During this workshop, we will:
Employ tools such as flamegraphs and profiling to identify performance bottlenecks.
Dive into various optimization methods, applying them iteratively to enhance the performance of our program.
Have a live Q&A
Our tentative agenda includes:
Topics to be covered
Introduction to performance profiling with flamegraphs.
I/O strategies: unbuffered vs buffered I/O, memory-mapped I/O.
Understanding the cost of system calls and data copying.
Techniques for fast text parsing, including single-byte scanning and multi-byte SWAR techniques.
Instruction costs: weighing integer vs floating-point arithmetic.
Leveraging SIMD instructions for computational optimization.

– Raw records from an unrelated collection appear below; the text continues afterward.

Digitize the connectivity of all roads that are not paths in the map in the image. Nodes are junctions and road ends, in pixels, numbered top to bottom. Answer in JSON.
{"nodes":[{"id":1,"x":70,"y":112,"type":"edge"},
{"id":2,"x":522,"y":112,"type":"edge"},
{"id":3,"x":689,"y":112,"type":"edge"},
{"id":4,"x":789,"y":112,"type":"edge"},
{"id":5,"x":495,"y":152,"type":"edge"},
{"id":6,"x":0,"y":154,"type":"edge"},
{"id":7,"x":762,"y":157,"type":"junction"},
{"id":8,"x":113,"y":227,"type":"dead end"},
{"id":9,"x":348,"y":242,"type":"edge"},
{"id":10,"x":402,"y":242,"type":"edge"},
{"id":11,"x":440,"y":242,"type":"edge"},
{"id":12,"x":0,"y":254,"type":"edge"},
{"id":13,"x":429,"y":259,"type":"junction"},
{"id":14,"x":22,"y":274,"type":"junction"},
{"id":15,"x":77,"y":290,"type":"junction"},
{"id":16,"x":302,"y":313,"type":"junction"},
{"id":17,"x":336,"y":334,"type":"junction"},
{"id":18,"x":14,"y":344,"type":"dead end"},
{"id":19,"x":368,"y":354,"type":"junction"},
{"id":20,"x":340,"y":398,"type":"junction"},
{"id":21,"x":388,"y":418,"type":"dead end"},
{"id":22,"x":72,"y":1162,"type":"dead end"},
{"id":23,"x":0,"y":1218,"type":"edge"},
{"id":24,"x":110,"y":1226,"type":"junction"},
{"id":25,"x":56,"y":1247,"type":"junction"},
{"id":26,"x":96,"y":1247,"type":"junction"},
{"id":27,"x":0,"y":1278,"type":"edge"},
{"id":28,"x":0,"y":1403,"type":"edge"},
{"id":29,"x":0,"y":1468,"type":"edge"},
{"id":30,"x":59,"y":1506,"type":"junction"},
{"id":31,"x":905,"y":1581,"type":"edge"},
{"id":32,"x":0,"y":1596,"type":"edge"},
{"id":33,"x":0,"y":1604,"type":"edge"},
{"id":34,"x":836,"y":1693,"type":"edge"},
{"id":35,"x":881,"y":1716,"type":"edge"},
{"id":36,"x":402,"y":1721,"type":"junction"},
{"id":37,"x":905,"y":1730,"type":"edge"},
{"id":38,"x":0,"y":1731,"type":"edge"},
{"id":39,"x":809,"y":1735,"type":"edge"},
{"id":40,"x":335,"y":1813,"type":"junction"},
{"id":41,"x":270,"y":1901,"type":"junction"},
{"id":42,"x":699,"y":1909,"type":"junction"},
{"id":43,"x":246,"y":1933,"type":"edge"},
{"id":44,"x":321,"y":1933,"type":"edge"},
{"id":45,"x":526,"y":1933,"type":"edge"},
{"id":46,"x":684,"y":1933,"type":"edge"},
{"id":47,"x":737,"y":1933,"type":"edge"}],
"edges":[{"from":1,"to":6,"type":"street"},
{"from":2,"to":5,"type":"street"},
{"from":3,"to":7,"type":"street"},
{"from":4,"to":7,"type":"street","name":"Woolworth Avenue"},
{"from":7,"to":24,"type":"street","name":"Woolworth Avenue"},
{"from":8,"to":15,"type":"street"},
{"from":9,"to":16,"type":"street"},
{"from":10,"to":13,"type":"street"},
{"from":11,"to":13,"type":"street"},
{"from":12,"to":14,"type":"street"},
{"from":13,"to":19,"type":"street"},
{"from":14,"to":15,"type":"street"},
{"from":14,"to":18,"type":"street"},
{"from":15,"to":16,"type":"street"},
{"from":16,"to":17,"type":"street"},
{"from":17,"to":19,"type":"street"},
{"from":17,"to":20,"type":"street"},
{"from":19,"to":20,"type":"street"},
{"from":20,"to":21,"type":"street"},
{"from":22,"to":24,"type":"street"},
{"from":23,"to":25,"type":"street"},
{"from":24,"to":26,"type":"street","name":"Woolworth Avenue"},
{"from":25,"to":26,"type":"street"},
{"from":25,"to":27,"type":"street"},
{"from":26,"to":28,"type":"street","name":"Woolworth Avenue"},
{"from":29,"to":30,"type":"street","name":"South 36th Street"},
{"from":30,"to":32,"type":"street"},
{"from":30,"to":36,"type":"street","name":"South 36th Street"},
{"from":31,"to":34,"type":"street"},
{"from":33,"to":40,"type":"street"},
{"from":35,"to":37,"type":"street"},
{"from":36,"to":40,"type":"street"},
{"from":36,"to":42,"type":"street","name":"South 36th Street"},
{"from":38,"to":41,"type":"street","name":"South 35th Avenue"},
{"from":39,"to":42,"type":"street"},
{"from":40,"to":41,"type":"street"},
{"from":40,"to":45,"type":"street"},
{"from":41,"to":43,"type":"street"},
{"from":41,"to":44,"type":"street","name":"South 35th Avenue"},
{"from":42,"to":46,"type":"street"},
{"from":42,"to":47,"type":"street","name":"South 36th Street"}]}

Cache friendly and branch free coding techniques.
Enhancing program throughput using parallelism.
Prerequisites
Few years of practical coding experience in programming languages like C/C++, Java, Go, Rust, Python, JavaScript, or similar.
A basic understanding of CPU and OS concepts such as stack vs heap memory, virtual memory. We will review basic concepts as needed.
While most examples will be in Java, the principles apply across languages, and we will clarify language-specific details.
Logistics
The workshop will be capped at the first 100 individuals to RSVP (due to Zoom's attendee limit for meetings).
It is free for the paid subscribers. So to attend it, you simply need to upgrade to a paid membership. I plan to offer such workshops and sessions every month going forward, so this will be money worth invested for you!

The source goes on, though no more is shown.